Nec pluribus impar (literally: "Not unequal to many") is a Latin motto adopted by Louis XIV of France from 1658. It was often inscribed together with the symbol of the "Sun King": a head within rays of sunlight. Apparently a play on the ancient motto nec plus ultra ("beyond which (there is) nothing more") (pluribus being the dative and ablative plural forms of plus and impar rhyming with ultra), its meaning has always been obscure.

==Meaning==
While the motto relates to the allegory of the "Sun King", its precise meaning is obscure. Philip F. Riley calls it "almost untranslatable". Historian Henri Martin called it "very pompous and, above all, obscure and perplexing". Louvois, Louis' War Secretary, interpreted it as seul contre tous — "alone against all"; lexicographer Pierre Larousse suggested au-dessus de tous (comme le soleil) — "above all (like the sun)". John Martin says "[Louis'] matchless
splendour was expressed by the motto Nec Pluribus Impar - not unequal to many
suns.". Yves-Marie Bercé gives Suffisant (seul) a tant de choses ("Sufficient (alone) for so many things") or Tout lui est possible ("Everything is possible for him"), i.e., "not unequal to many [tasks]". Louis himself wrote:

Those who saw me managing the cares of royalty with such ease and with such confidence induced me to add [to the image of the sun] the sphere of the earth, and as its motto NEC PLURIBUS IMPAR, by which they meant to flatter the ambitions of a young king, in that with all my capacities, I would be just as capable of ruling still other empires as would the sun of illuminating still other worlds with its rays.

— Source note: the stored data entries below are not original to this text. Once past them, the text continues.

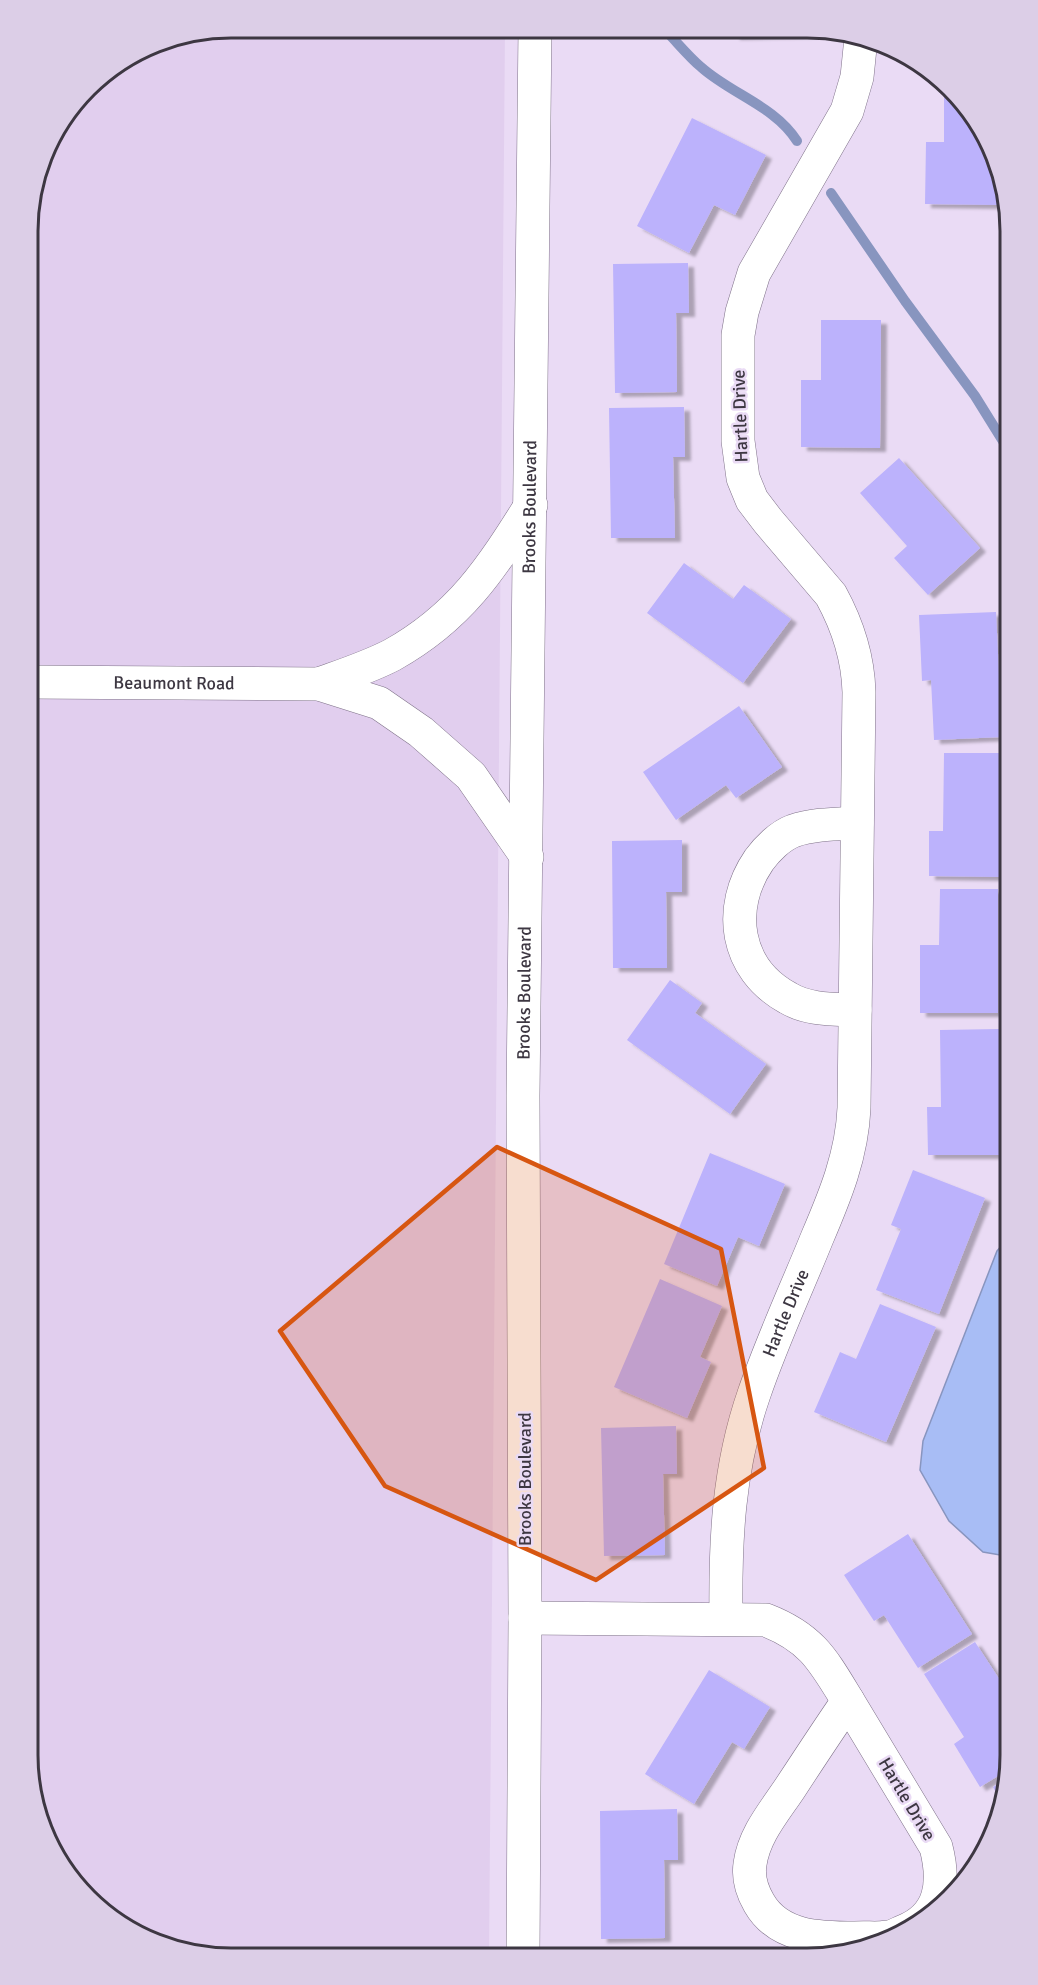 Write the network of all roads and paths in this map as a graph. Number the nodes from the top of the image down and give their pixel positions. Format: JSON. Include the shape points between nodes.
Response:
{"nodes":[{"id":1,"x":535,"y":38,"type":"edge"},
{"id":2,"x":860,"y":45,"type":"edge"},
{"id":3,"x":531,"y":505,"type":"junction"},
{"id":4,"x":38,"y":682,"type":"edge"},
{"id":5,"x":319,"y":684,"type":"junction"},
{"id":6,"x":857,"y":823,"type":"junction"},
{"id":7,"x":527,"y":857,"type":"junction"},
{"id":8,"x":855,"y":1010,"type":"junction"},
{"id":9,"x":525,"y":1618,"type":"junction"},
{"id":10,"x":726,"y":1619,"type":"junction"},
{"id":11,"x":848,"y":1701,"type":"junction"},
{"id":12,"x":938,"y":1897,"type":"edge"},
{"id":13,"x":871,"y":1937,"type":"edge"},
{"id":14,"x":523,"y":1948,"type":"edge"}],
"edges":[{"from":1,"to":3,"type":"street","name":"Brooks Boulevard"},
{"from":2,"to":6,"type":"street","name":"Hartle Drive","via":[[857,77],[847,111],[762,257],[748,288],[738,335],[738,429],[743,478],[752,500],[831,595],[855,652]]},
{"from":3,"to":5,"type":"street","name":"Beaumont Road","via":[[492,566],[447,617],[393,654]]},
{"from":3,"to":7,"type":"street","name":"Brooks Boulevard"},
{"from":4,"to":5,"type":"street","name":"Beaumont Road"},
{"from":5,"to":7,"type":"street","name":"Beaumont Road","via":[[379,704],[434,743],[471,776]]},
{"from":6,"to":8,"type":"street","name":"Hartle Drive"},
{"from":6,"to":8,"type":"street","via":[[793,831],[768,848],[749,874],[739,915],[744,947],[766,982],[789,999],[816,1008]]},
{"from":7,"to":9,"type":"street","name":"Brooks Boulevard","via":[[523,1096]]},
{"from":8,"to":10,"type":"street","name":"Hartle Drive","via":[[854,1108],[849,1150],[839,1186],[741,1434],[728,1516]]},
{"from":9,"to":10,"type":"street","name":"Hartle Drive"},
{"from":9,"to":14,"type":"street","name":"Brooks Boulevard"},
{"from":10,"to":11,"type":"street","name":"Hartle Drive","via":[[766,1620],[798,1635],[825,1662]]},
{"from":11,"to":12,"type":"street","name":"Hartle Drive","via":[[936,1847],[942,1876]]},
{"from":11,"to":13,"type":"street","name":"Hartle Drive","via":[[758,1836],[750,1878],[753,1894],[765,1913],[796,1933]]}]}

I know that some obscurity has been found in these words, and I have no doubt that the same symbol might have suggested some happier ones. Others have been presented to me since, but this one having already been used in my buildings and in an infinite number of other things, I have not deemed appropriate to change it.
— Louis XIV, 1662.

==Origin and use==
The first use of the motto and the symbol is usually given as the great Carrousel of 1662 in what is now the Place du Carrousel, to celebrate the birth of his son Louis, the Dauphin. However, the motto appeared as early as 1658 on a medal. Voltaire attributes the motto and emblem to Louis Douvrier, who derived them from a device of Philip II of Spain, of whom it was said the sun never set on his dominions. Polemicists in the Spanish Netherlands pointed out the unoriginal nature of the symbol. Louis XIV himself disliked it, but it proved popular with the public and so he tolerated it.

The motto and sun-king device appeared on many buildings, as well as on cannons. The classical de Vallière guns in particular bear the motto and the symbol, even for those founded long after Louis XIV's death.

Many of Louis' subordinates adopted emblems and mottos playing off those of the sovereign. César de Beaufort, Admiral of France, adopted a moon with motto Elle obéit au soleil et commande aux flots ("It obeys the sun and commands the waves"); Duc de Sully adopted a burning-mirror with motto Je brûle sous son regard ("I burn [under its gaze / at his command])".

It is the motto of Ribét Academy, a private preparatory school in Los Angeles; the 1st Foreign Cavalry Regiment of the 6th light armored brigade of the French Army; and Muir College a public, English medium school for boys located in Uitenhage, South Africa.

It is also found on the coat of arms of Zvishavane, Zimbabwe.